Nicholas Deyoe’s NCTRN opens the recording with a punctuated chord cluster that immediately leaves only its resonance behind, deconstructing one of the piano’s cherished characteristics, its sustain. Ominous, dense middle register chords fill the texture, accompanied by unsettling percussive knocks from the instrument’s topmost notes which are muted by a putty preparation. Accented sonorities return periodically to assert a sense of anxiety and suspense. As the work progresses, Deyoe adds more lyrical passagework to the texture, expands the registral range, and introduces a persistent percussive rattle, but an existential sense of dread lingers over the entire work.
Rebecca Saunders’ shadow is an exhaustive study of the piano’s capacity for sympathetic resonance. She composes these acoustic “shadows” through punctuated chord clusters and subsequent filtering of the resonant pitches trailing behind with silent key depressions and releases, coupled with deft manipulations of the middle pedal. The aesthetic consequence of this exploration is a texture where strident chords are juxtaposed with sensual resonance and lyrically sustained passages. The virtuosity inherent within is not of a relentless motoric quality, but in the discipline of the razor- sharp shifts in character.
The central part of the album consists of four shorter character studies that focus the listening experience on their rarefied textures through limited musical materials:
Phillip Cashian’s early Nocturne explores resonance in a more conventional way, lingering on the sustain of mysterious chords and accumulating intensity through layered sequences. Harmonic verticalities grow on top of anchoring sonorities in the bass as floating melodic figures in the right hand create slow circular phrases.Read More
Marc Sabat’s Nocturne is dedicated to a composer whose music is heard later in the program, Linda Catlin Smith. He writes that the piece is a “study of metric modulations in a slow tempo.” Using polyrhythms as transitional elements much in the same way as a pivot chord might facilitate a harmonic modulation, Sabat’s work is a minimalist contemplation of subtly shifting tempo relationships.
Maura Capuzzo integrates two extended techniques that shape the sound world of the brief work, Portami con te nel mattino vivace — the use of the pedal mechanism as a percussive technique, and the strumming of the strings inside the piano (à la Henry Cowell). Capuzzo establishes a wide expressive and dynamic range encompassing these delicate effects alongside gentle, sustained lines and short, forceful bass notes and middle register chords.

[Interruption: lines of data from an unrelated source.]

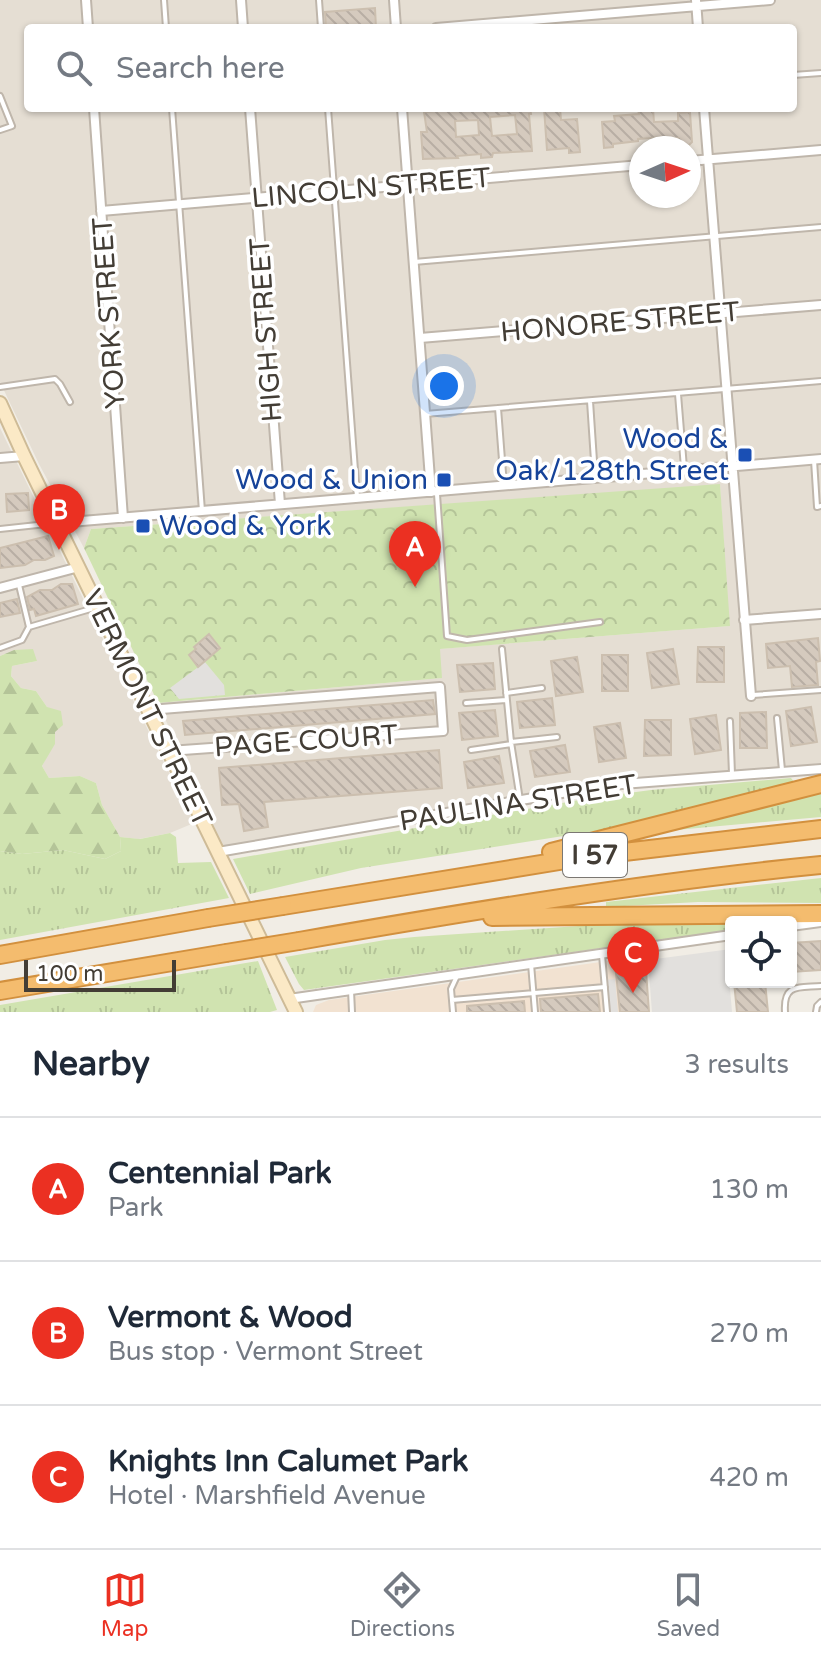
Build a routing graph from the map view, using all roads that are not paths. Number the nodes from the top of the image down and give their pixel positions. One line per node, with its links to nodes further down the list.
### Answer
1 (86, 0): 9 (street)
2 (164, 0): 10 (lane)
3 (241, 0): 11 (street)
4 (319, 0): 12 (lane)
5 (394, 0): 13 (street)
6 (770, 0): 7 (street)
7 (750, 1): 8 (street)
8 (696, 3): 14 (street); 15 (street)
9 (88, 24)
10 (166, 24)
11 (243, 24)
12 (321, 24)
13 (396, 24)
14 (478, 24)
15 (698, 24)
16 (821, 73): 17 (lane)
17 (797, 75)
18 (0, 96): 25 (lane)
19 (94, 112): 34 (street, YORK STREET)
20 (172, 112): 33 (lane)
21 (250, 112): 32 (street, HIGH STREET)
22 (328, 112): 31 (lane)
23 (402, 112): 30 (street)
24 (704, 112): 28 (street)
25 (0, 130)
26 (821, 150): 28 (street)
27 (701, 160): 28 (street)
28 (708, 160): 36 (street)
29 (629, 166): 30 (street, LINCOLN STREET)
30 (408, 185): 31 (street, LINCOLN STREET); 37 (street)
31 (334, 191): 32 (street, LINCOLN STREET); 58 (lane)
32 (256, 198): 33 (street, LINCOLN STREET); 59 (street, HIGH STREET)
33 (178, 204): 34 (street, LINCOLN STREET); 61 (lane)
34 (101, 211): 62 (street, YORK STREET)
35 (821, 227): 36 (lane)
36 (714, 236): 37 (lane); 39 (street)
37 (414, 262): 40 (street)
38 (821, 305): 39 (street, HONORE STREET)
39 (720, 313): 40 (street, HONORE STREET); 43 (street)
40 (420, 338): 49 (street)
41 (821, 381): 43 (lane)
42 (0, 387): 46 (lane)
43 (726, 390): 44 (lane); 53 (street)
44 (678, 394): 45 (lane); 54 (lane)
45 (590, 401): 48 (lane); 55 (lane)
46 (70, 402)
47 (0, 403): 50 (street, VERMONT STREET)
48 (498, 408): 49 (lane); 56 (lane)
49 (425, 414): 57 (street)
50 (24, 456): 51 (street); 63 (street, VERMONT STREET)
51 (0, 458)
52 (817, 459): 53 (street); 60 (lane)
53 (732, 467): 54 (street); 70 (street)
54 (684, 471): 55 (street)
55 (595, 478): 56 (street)
56 (504, 486): 57 (street)
57 (434, 492): 58 (street); 71 (lane)
58 (357, 498): 59 (street)
59 (280, 504): 61 (street)
60 (821, 506)
61 (202, 511): 62 (street)
62 (123, 518): 63 (street)
63 (58, 523): 64 (lane); 65 (street, VERMONT STREET)
64 (0, 529)
65 (79, 567): 66 (street); 68 (street, VERMONT STREET)
66 (19, 583): 67 (street); 72 (lane)
67 (0, 588)
68 (98, 606): 72 (lane); 81 (street, VERMONT STREET)
69 (821, 614): 70 (street)
70 (744, 620): 78 (street)
71 (600, 622)
72 (29, 627): 73 (lane)
73 (0, 648)
74 (502, 649): 77 (lane)
75 (542, 688): 77 (lane)
76 (821, 690): 78 (lane)
77 (506, 693): 79 (lane)
78 (751, 696)
79 (506, 700): 80 (lane); 85 (lane)
80 (466, 703)
81 (149, 710): 87 (street, VERMONT STREET); 87 (street, PAGE COURT)
82 (777, 718): 89 (lane)
83 (730, 721): 90 (lane)
84 (557, 737): 85 (lane)
85 (511, 743): 86 (lane); 92 (lane)
86 (471, 750)
87 (169, 751): 94 (street, VERMONT STREET)
88 (821, 769): 89 (street, PAULINA STREET)
89 (783, 772): 90 (street, PAULINA STREET)
90 (732, 776): 92 (street, PAULINA STREET)
91 (821, 784): 96 (highway)
92 (520, 800): 94 (street, PAULINA STREET)
93 (821, 829): 96 (highway, I 57)
94 (218, 852): 111 (street, VERMONT STREET)
95 (821, 865): 98 (highway, I 57)
96 (370, 891): 103 (highway, I 57, bridge)
97 (821, 914): 98 (highway)
98 (438, 917): 109 (highway, I 57, bridge)
99 (821, 922): 100 (street)
100 (797, 925)
101 (725, 936): 102 (street)
102 (602, 954): 104 (street); 107 (lane)
103 (0, 955)
104 (531, 964): 105 (street); 110 (lane)
105 (458, 975): 108 (street); 112 (lane)
106 (821, 986): 119 (lane)
107 (605, 987): 110 (lane); 118 (lane)
108 (351, 990): 111 (street); 115 (lane)
109 (0, 991)
110 (534, 993): 112 (lane); 117 (lane)
111 (289, 999): 114 (street, VERMONT STREET)
112 (452, 1000): 116 (lane)
113 (821, 1002): 120 (lane)
114 (296, 1012)
115 (352, 1012)
116 (453, 1012)
117 (535, 1012)
118 (607, 1012)
119 (785, 1012)
120 (816, 1012)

Plainsound Lullaby by Wolfgang von Schweinitz is built on a unique timbral restriction; nearly all of the sounds are accented multiphonics played on the bass strings. A ritualistic, ceremonial effect is produced, tolling bells to accompany an invisible dance.
Linda Catlin Smith’s A Nocturne builds a narrative primarily from a polytonal collection of major and minor triads often heard in the extreme registers of instrument. Repetition with subtle variations plays an important role in the work, as the timing and placement of reiterated musical ideas takes on semantic weight as Smith slowly builds a rhetorical argument.
The final work on the album is Deyoe’s Lullaby 2, part of a series of lullabies, each written for a different instrumentation. With quotations of music by the metal band Death and from the slow movement of Schubert’s B-flat Sonata, sometimes referred to as a Totenwiegenlied or “lullaby of death,” Deyoe seems to suggest that the sleep his work intends to lull one into might be of the terminal variety. Opening with a tremolo on the piano’s highest B, Deyoe slowly adds new elements to the texture, first a sustained chord, then jaunty grace note figures surrounding the tremolo. Echoing his work earlier on the recording, NCTRN, we hear knocks on the fallboard of the piano as the ominous middle register chords assume a predominant role. Near the ten and half minute mark, the tremolo figure from the opening is restated in the low register, leading into a dialogue between more dynamic percussion figures, the original tremolo, and towering chords. After the piece’s cataclysmic climax, Schubert’s theme emerges from the fallout, both mournful and nostalgic, but Deyoe leaves the harmonic progression unresolved at the close of the piece — a composed stutter like the skipping of a turntable’s needle — ending the album with the lingering unanswered questions with which it began.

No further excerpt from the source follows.